(Beginning of MATERIAL SUPPLIED)

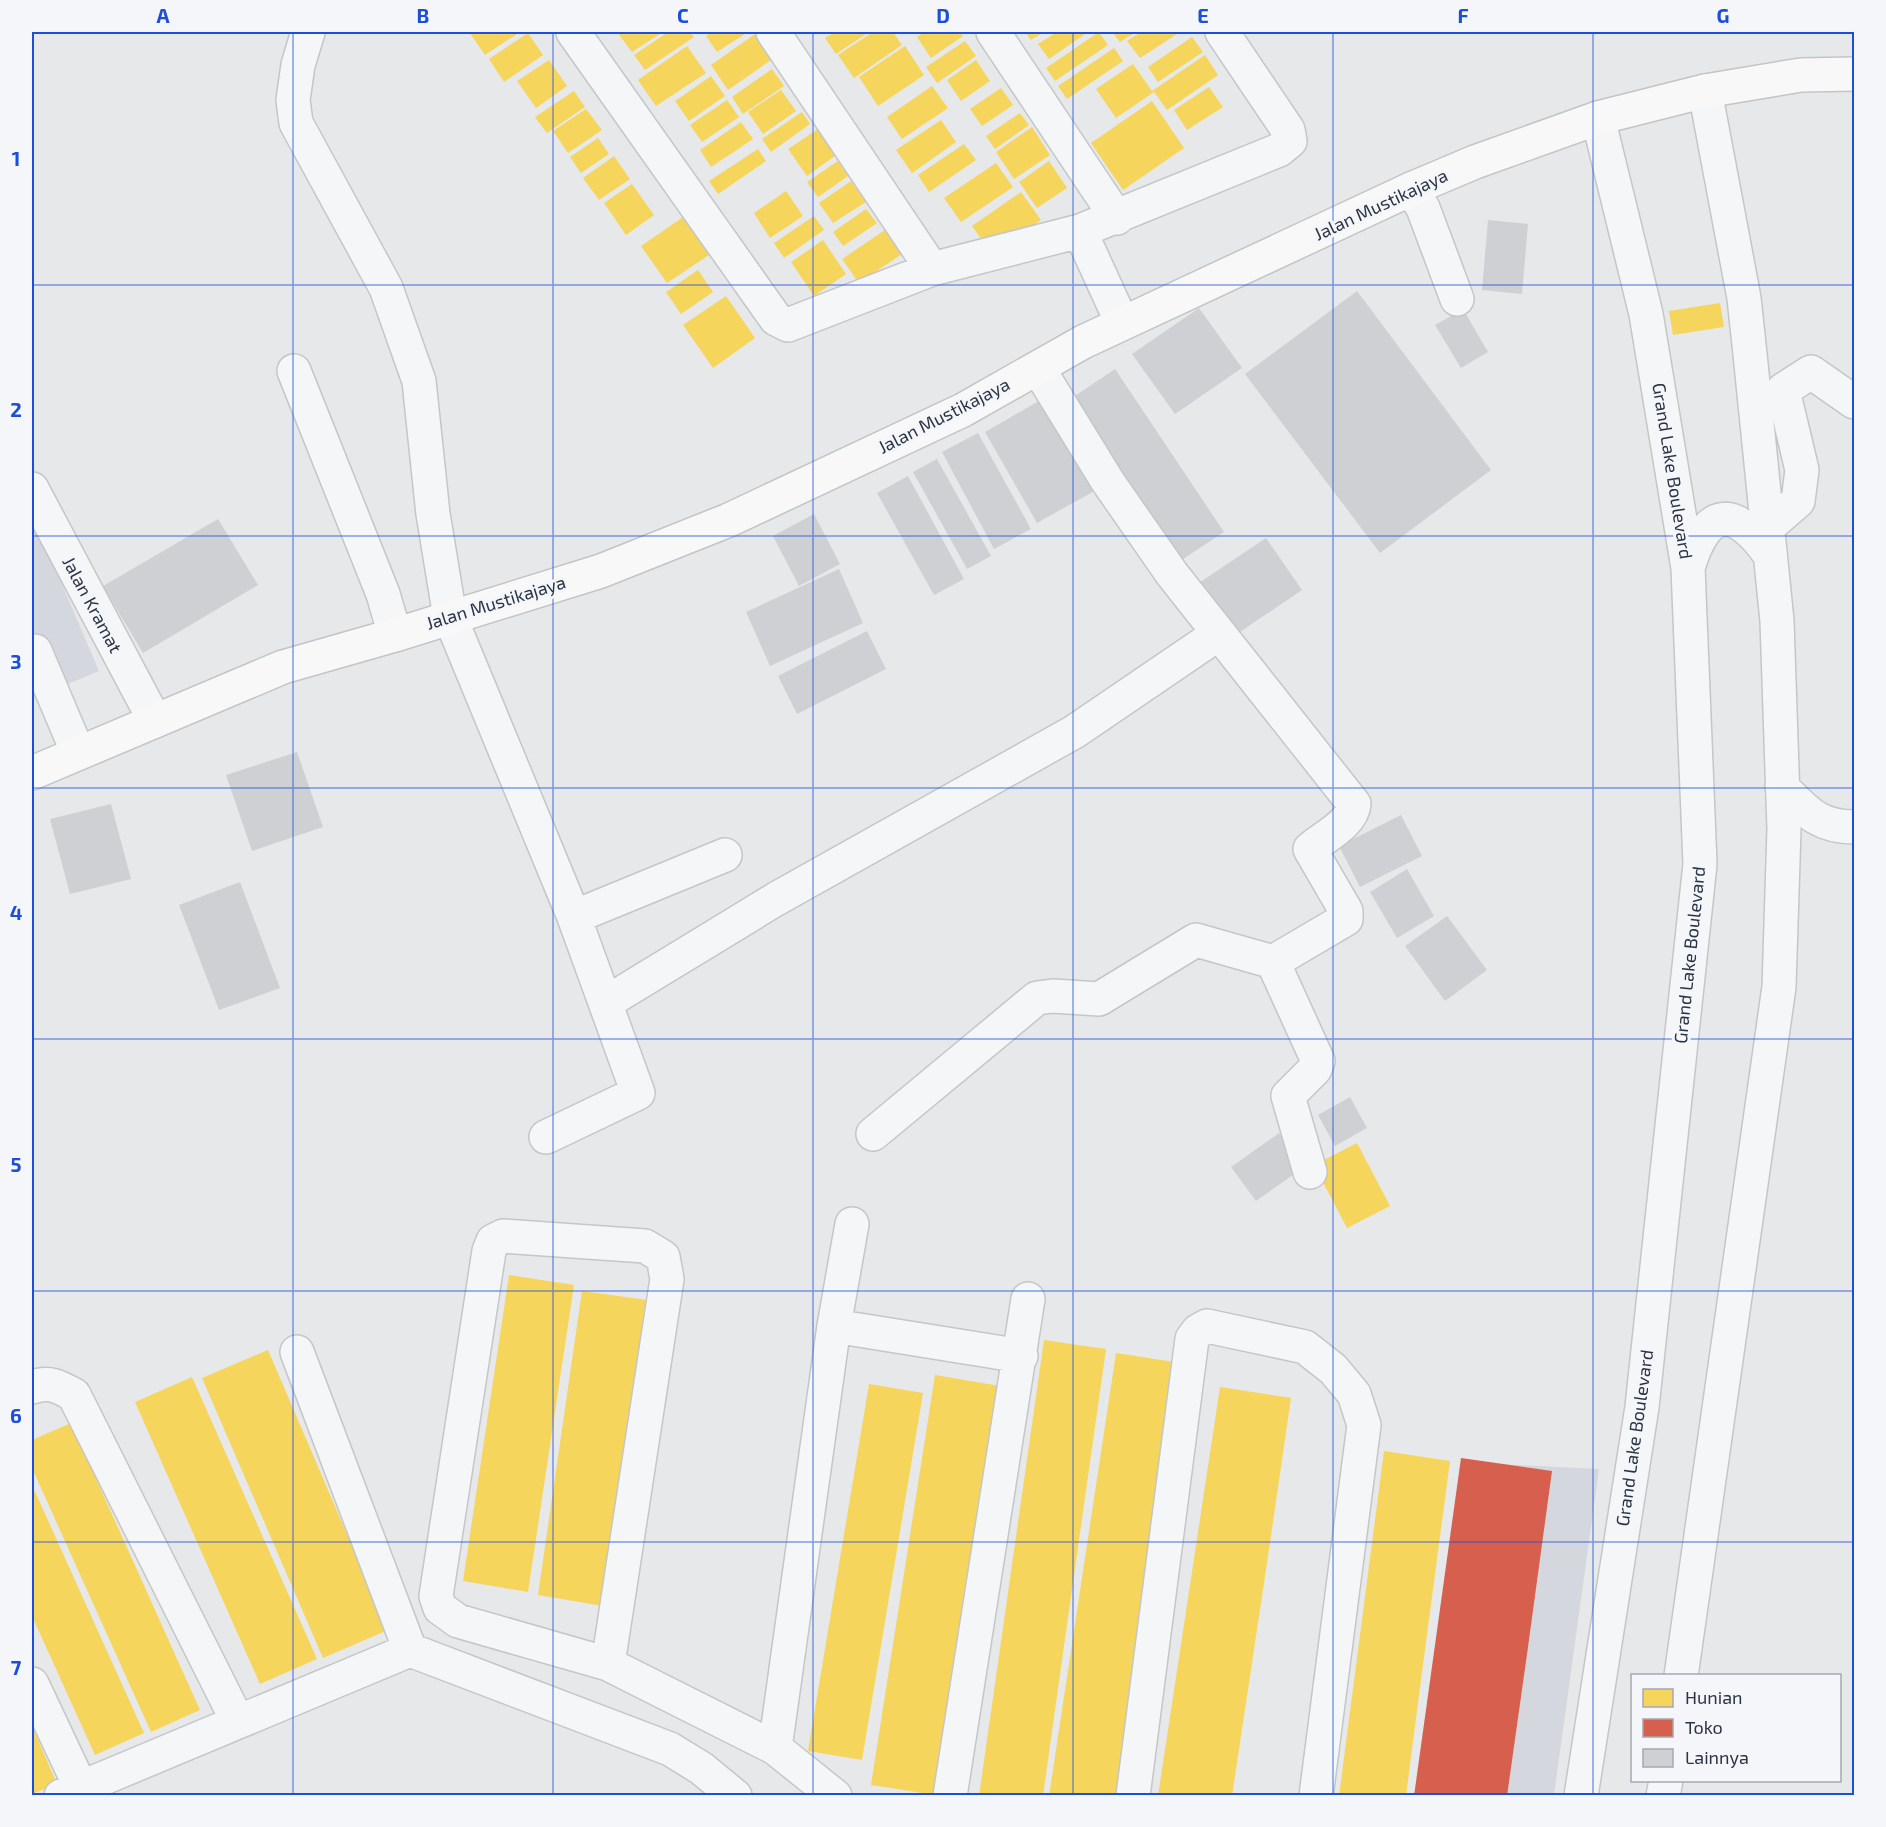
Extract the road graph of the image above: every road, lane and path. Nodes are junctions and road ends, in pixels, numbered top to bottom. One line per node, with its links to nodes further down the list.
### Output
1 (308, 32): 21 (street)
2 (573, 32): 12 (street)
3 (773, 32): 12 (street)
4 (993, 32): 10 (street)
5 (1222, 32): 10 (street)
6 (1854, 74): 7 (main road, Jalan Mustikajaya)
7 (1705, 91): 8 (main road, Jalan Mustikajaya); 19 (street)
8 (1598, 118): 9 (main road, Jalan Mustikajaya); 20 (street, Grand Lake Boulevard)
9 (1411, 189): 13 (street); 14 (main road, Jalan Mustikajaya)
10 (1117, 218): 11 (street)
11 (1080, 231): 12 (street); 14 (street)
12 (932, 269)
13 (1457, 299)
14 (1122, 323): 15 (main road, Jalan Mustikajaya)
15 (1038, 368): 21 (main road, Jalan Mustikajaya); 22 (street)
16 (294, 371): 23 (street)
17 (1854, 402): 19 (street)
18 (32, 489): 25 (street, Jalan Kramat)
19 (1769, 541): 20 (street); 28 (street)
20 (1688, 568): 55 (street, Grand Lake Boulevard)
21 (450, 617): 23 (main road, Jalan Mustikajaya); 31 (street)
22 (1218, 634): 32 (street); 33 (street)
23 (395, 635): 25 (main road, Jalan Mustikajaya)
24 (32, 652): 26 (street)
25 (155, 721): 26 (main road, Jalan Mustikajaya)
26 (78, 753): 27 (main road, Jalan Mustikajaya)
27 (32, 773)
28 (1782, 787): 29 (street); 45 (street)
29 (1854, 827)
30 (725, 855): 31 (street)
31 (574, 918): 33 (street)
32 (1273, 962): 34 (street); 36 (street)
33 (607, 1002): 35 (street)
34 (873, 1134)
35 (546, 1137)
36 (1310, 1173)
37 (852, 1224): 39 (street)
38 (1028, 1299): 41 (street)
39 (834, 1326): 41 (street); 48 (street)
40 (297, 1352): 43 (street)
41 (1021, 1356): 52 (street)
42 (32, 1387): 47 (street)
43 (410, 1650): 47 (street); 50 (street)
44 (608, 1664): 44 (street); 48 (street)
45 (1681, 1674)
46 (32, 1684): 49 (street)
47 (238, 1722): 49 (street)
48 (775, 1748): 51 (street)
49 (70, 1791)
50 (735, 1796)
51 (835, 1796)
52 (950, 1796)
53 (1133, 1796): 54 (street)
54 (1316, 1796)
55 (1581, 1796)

(End of MATERIAL SUPPLIED)

> _EXERCISE GOAL_:
Give back every entry in its exact wording, leaving the pictures out.

> _FINISHED EXERCISE_:
Extract the road graph of the image above: every road, lane and path. Nodes are junctions and road ends, in pixels, numbered top to bottom. One line per node, with its links to nodes further down the list.
### Output
1 (308, 32): 21 (street)
2 (573, 32): 12 (street)
3 (773, 32): 12 (street)
4 (993, 32): 10 (street)
5 (1222, 32): 10 (street)
6 (1854, 74): 7 (main road, Jalan Mustikajaya)
7 (1705, 91): 8 (main road, Jalan Mustikajaya); 19 (street)
8 (1598, 118): 9 (main road, Jalan Mustikajaya); 20 (street, Grand Lake Boulevard)
9 (1411, 189): 13 (street); 14 (main road, Jalan Mustikajaya)
10 (1117, 218): 11 (street)
11 (1080, 231): 12 (street); 14 (street)
12 (932, 269)
13 (1457, 299)
14 (1122, 323): 15 (main road, Jalan Mustikajaya)
15 (1038, 368): 21 (main road, Jalan Mustikajaya); 22 (street)
16 (294, 371): 23 (street)
17 (1854, 402): 19 (street)
18 (32, 489): 25 (street, Jalan Kramat)
19 (1769, 541): 20 (street); 28 (street)
20 (1688, 568): 55 (street, Grand Lake Boulevard)
21 (450, 617): 23 (main road, Jalan Mustikajaya); 31 (street)
22 (1218, 634): 32 (street); 33 (street)
23 (395, 635): 25 (main road, Jalan Mustikajaya)
24 (32, 652): 26 (street)
25 (155, 721): 26 (main road, Jalan Mustikajaya)
26 (78, 753): 27 (main road, Jalan Mustikajaya)
27 (32, 773)
28 (1782, 787): 29 (street); 45 (street)
29 (1854, 827)
30 (725, 855): 31 (street)
31 (574, 918): 33 (street)
32 (1273, 962): 34 (street); 36 (street)
33 (607, 1002): 35 (street)
34 (873, 1134)
35 (546, 1137)
36 (1310, 1173)
37 (852, 1224): 39 (street)
38 (1028, 1299): 41 (street)
39 (834, 1326): 41 (street); 48 (street)
40 (297, 1352): 43 (street)
41 (1021, 1356): 52 (street)
42 (32, 1387): 47 (street)
43 (410, 1650): 47 (street); 50 (street)
44 (608, 1664): 44 (street); 48 (street)
45 (1681, 1674)
46 (32, 1684): 49 (street)
47 (238, 1722): 49 (street)
48 (775, 1748): 51 (street)
49 (70, 1791)
50 (735, 1796)
51 (835, 1796)
52 (950, 1796)
53 (1133, 1796): 54 (street)
54 (1316, 1796)
55 (1581, 1796)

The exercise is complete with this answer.